* **Collected data entries**
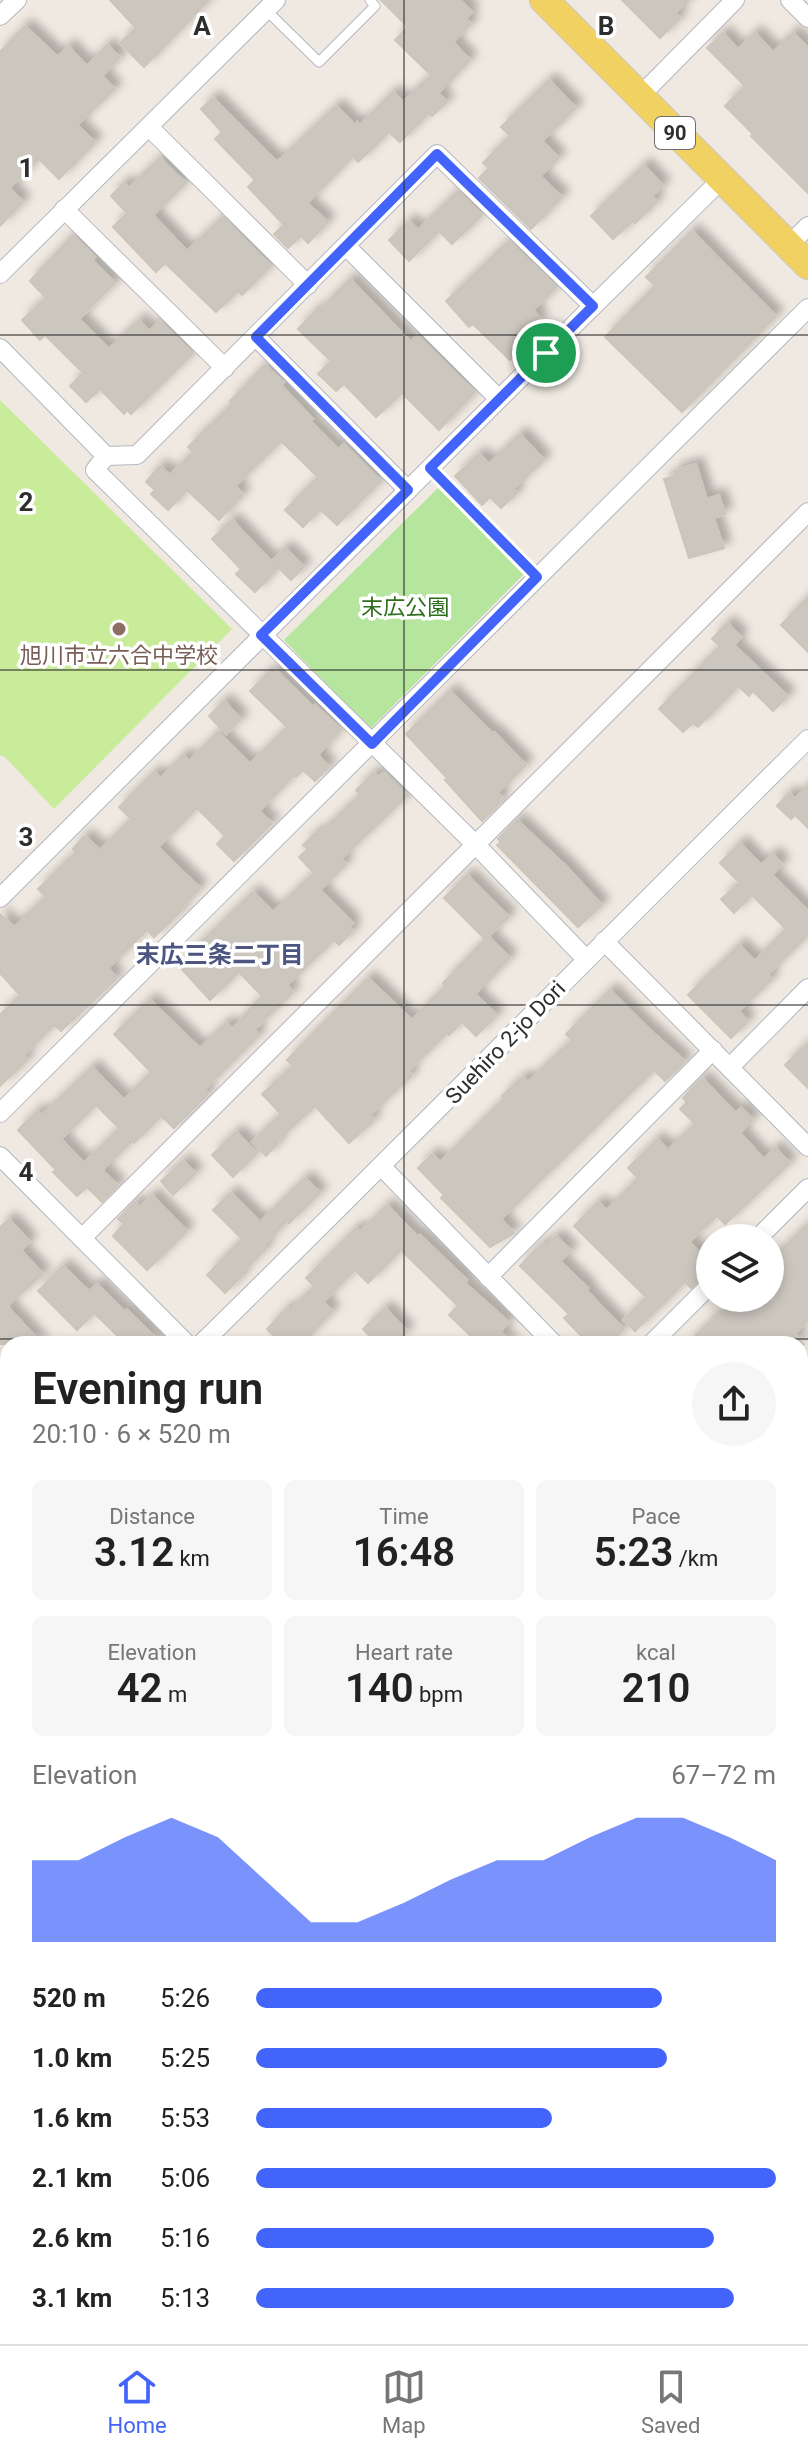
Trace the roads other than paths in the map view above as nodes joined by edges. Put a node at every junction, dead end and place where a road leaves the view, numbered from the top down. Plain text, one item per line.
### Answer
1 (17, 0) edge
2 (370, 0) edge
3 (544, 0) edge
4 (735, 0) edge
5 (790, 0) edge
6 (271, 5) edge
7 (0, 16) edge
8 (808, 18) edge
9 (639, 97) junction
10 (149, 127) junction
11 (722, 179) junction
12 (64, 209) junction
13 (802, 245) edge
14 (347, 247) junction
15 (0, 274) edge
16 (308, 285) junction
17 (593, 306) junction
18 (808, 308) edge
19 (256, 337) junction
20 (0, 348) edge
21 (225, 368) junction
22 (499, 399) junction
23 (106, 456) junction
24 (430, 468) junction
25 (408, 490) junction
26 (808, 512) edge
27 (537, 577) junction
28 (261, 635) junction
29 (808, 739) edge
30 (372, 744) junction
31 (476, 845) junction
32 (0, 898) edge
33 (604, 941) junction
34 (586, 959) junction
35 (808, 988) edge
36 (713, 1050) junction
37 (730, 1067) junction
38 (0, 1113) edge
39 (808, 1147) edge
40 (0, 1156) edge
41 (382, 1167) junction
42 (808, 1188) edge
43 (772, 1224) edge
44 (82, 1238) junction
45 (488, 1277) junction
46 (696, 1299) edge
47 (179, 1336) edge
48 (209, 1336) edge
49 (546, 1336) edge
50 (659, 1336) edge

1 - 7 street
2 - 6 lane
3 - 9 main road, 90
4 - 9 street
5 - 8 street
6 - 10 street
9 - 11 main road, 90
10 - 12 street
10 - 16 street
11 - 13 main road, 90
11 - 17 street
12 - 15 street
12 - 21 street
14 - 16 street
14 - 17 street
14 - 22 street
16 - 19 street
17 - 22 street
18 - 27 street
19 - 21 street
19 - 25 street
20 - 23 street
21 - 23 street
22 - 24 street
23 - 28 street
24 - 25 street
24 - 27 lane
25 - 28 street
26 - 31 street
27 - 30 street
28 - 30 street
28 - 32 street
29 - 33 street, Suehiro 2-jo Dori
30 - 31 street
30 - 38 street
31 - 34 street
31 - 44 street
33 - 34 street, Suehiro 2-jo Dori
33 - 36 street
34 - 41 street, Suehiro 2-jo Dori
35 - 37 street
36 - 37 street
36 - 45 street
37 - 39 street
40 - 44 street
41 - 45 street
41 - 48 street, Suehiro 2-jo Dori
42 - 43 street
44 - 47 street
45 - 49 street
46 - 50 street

* **ASSIGNED TASK**
Note every line of the entries in which "main" appears, and copy it down.

* **ANSWER FOR THE TASK**
3 - 9 main road, 90
9 - 11 main road, 90
11 - 13 main road, 90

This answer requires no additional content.